Heidi’s head was propped in her hand and her Captain America shield tattoo shined on her wrist. Dara gently toed Heidi’s knee, but she didn’t respond even though she liked Dara’s nimble feet.
“Talk to me,” Dara said with her throaty voice and curvy lips.
Heidi stared at the ceiling and began to count the little squares in each tile.
“Are you thinking about that interview you got this afternoon? I know you’re gonna do fine. You’re great at selling yourself.”
Heidi’s head was propped in her hand and her Captain America shield tattoo shined on her wrist. Dara gently toed Heidi’s knee, but she didn’t respond even though she liked Dara’s nimble feet.
Heidi smiled slightly. “You know me so well.”
Dara again worked her toes up and down Heidi’s leg, tickling the fuzzy hairs. With her hand she gently squeezed Heidi’s chin.
“I want you to beat me,” Heidi said, turning onto her elbow again and staring ahead of Dara.
Dara rolled on her back and looked up.
“It won’t be that difficult,” Heidi continued, almost robotically. “I’ve got all the soldier’s gear. This’ll add another dimension to our sex life.”
“You never wanted that before,” Dara said.
“Maybe I just want to try something new.” Heidi chewed her inner lip.
“It’s really weird.”
“It could be sexy, Dara. I’ve got a burka, a turban, a hijab. A bisht.”
A deep sigh escaped Dara. Then her eyes hardened and she smacked Heidi in the face. It was a light smack, a nothing smack; Heidi hardly felt it and almost laughed. “That’s a start, I guess.”
“What you want, I don’t know what you want,” Dara said.
“I want what I’ve always wanted,” Heidi said, then felt like she had misspoken.
“What the fuck does that mean?” Dara kicked away the cover. Heidi’s muscular, tattooed calves revealed themselves—one of her best features, she thought.
Dara’s eyes seemed amused and angered like those of the dead woman who wanted to feed the troops. “Maybe I’m not the one for you. Maybe I’ll never be who you want me to be.”

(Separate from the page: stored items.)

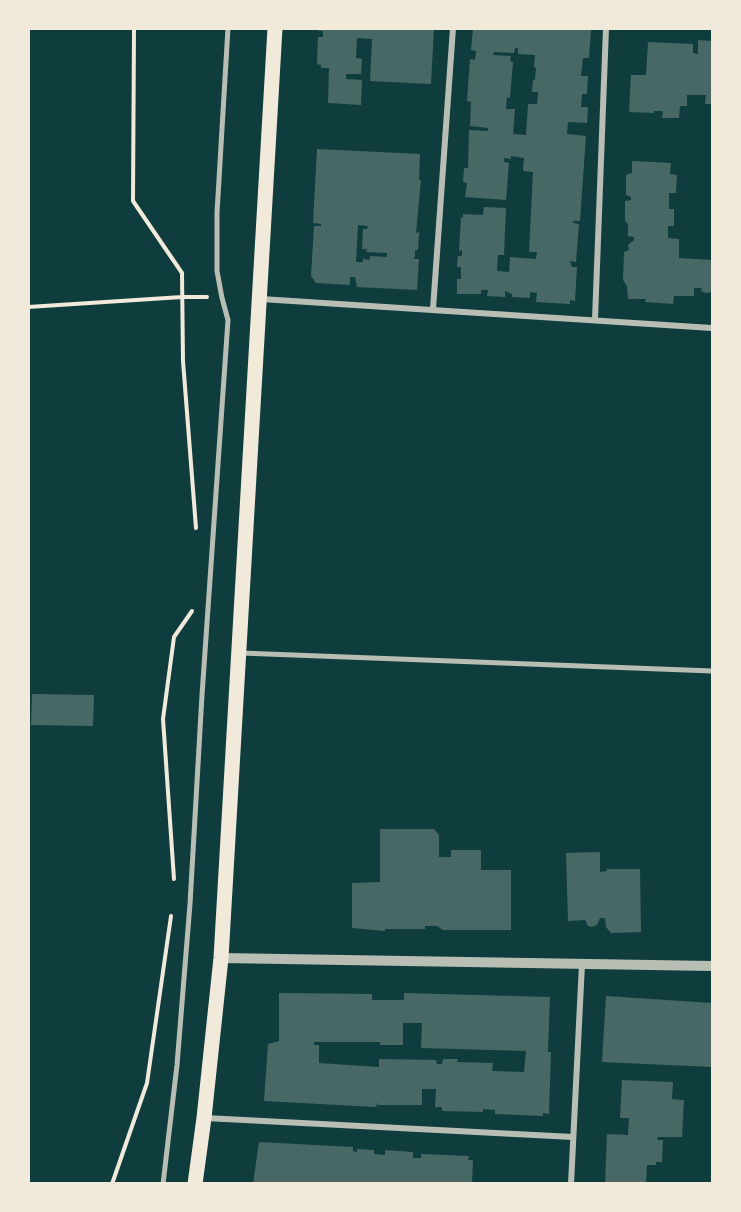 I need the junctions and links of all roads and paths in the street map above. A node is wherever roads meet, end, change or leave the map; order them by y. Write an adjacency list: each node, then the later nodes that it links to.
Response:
1 (134, 28): 6 (path)
2 (228, 28): 7 (street)
3 (275, 28): 8 (main road)
4 (453, 28): 10 (street)
5 (606, 28): 11 (street)
6 (182, 297): 7 (path); 9 (path); 13 (path)
7 (222, 298): 25 (street)
8 (260, 298): 10 (street); 15 (main road)
9 (28, 307)
10 (433, 309): 11 (street)
11 (595, 319): 12 (street)
12 (712, 328)
13 (196, 537)
14 (196, 604): 17 (path)
15 (238, 653): 16 (street); 19 (main road)
16 (712, 671)
17 (174, 880)
18 (171, 914): 24 (path)
19 (220, 958): 20 (street); 22 (main road)
20 (582, 964): 21 (street); 23 (street)
21 (712, 966)
22 (204, 1118): 23 (street); 26 (main road)
23 (573, 1137): 27 (street)
24 (112, 1184)
25 (163, 1184)
26 (195, 1184)
27 (571, 1184)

Heidi felt a frost go up her leg. The sun, now brighter, slanted in the room through the blinds.
“What if I don’t wear the burka?” Dara said. “Is that a deal-breaker?”
“What?!”
“You can tell our queer friends, ‘Dara wouldn’t don the bisht, so I dumped her ass.’ I bet they’ll find that a hoot. Or post it online so more people can laugh out loud.”
“You know I’d never do that,” Heidi said and clutched her knees.
Dara got up, grabbed her robe off the small couch, and slammed the door on her way out. Heidi gnawed on the corner of her lip, then spat some dried skin. “What the fuck is wrong with me?”
She imagined a woman in a burka shoving her foot down her mouth. Again she bit her lip and for a moment touched herself. Then she recalled the interview at the after-school program in the city. It was a chance at regaining some sense of normalcy—at the very least it would get her ass out of the house. I should apologize.
* * *
Heidi was knotting her tie when the phone rang. The caller ID number froze her. Dara, who was getting dressed for work at the local vet, said, “Why don’t you pick up?”
“It’s that number again.” Heidi tossed the phone onto the living room couch. It was the fourth time they had called in the last two weeks and she was becoming curious because they didn’t leave any messages. Dara then did something out of character—she picked up Heidi’s phone and answered it. “Hello?”
“What the fuck are you doing?” Heidi tried to grab it from her, but Dara was too quick and hopped away in her long skirt. “Hello?” she said again. “It’s her…roommate.”
“Give me my fucking phone right now,” Heidi yelled, “or I’m gonna kick the shit out of you.”
This turned Dara on because she knew Heidi was serious. Heidi chased Dara around the couches. “She’s here,” she said to the man, “but can I take a message for her?”
Finally, Heidi caught up with Dara and yanked the cell from her and yelled into the phone: “What the fuck do you want from me? How many times are you gonna harass me?”
“Heidi, do you know who this is?” a twangy voice said.
Dara mock-grabbed the phone—Heidi flinched and clawed the air at her. “You remember me?” the voice said. Then it came back to her. It was the voice of a soldier, an Assaultman with red hair and a red beard. He was there when the woman with the fruit basket was shot. She didn’t remember his name, she’d forgotten so much of that day—images buried beneath her brain’s rubble—except for certain painful flickers: the child carrying a dead cat in her arms.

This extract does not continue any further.